Write the entries below out again exactly, but skip the pictures.
[[ Entries supplied open ]]
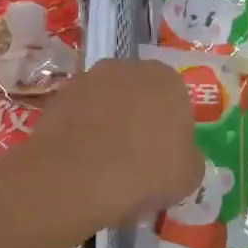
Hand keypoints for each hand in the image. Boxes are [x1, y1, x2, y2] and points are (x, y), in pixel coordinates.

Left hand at [24, 59, 202, 228]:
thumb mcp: (189, 176)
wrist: (76, 179)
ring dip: (108, 123)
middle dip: (139, 119)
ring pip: (106, 103)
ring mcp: (88, 79)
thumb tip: (182, 156)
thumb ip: (190, 157)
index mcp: (168, 80)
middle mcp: (128, 68)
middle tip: (137, 158)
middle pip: (140, 95)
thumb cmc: (145, 173)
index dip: (172, 130)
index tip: (166, 157)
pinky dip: (81, 133)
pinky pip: (79, 116)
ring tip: (105, 162)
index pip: (177, 101)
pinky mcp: (57, 98)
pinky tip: (81, 162)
[[ Entries supplied closed ]]
- **Your response**
Hand keypoints for each hand in the image. Boxes are [x1, y1, x2, y2] and points are (x, y), in pixel coordinates.

Left hand at [24, 59, 202, 228]:
thumb mcp: (189, 176)
wrist: (76, 179)
ring dip: (108, 123)
middle dip: (139, 119)
ring pip: (106, 103)
ring mcp: (88, 79)
thumb tip: (182, 156)
thumb ip: (190, 157)
index mcp: (168, 80)
middle mcp: (128, 68)
middle tip: (137, 158)
middle pip: (140, 95)
thumb cmc: (145, 173)
index dip: (172, 130)
index tip: (166, 157)
pinky dip: (81, 133)
pinky pip: (79, 116)
ring tip: (105, 162)
index pip: (177, 101)
pinky mcp: (57, 98)
pinky tip: (81, 162)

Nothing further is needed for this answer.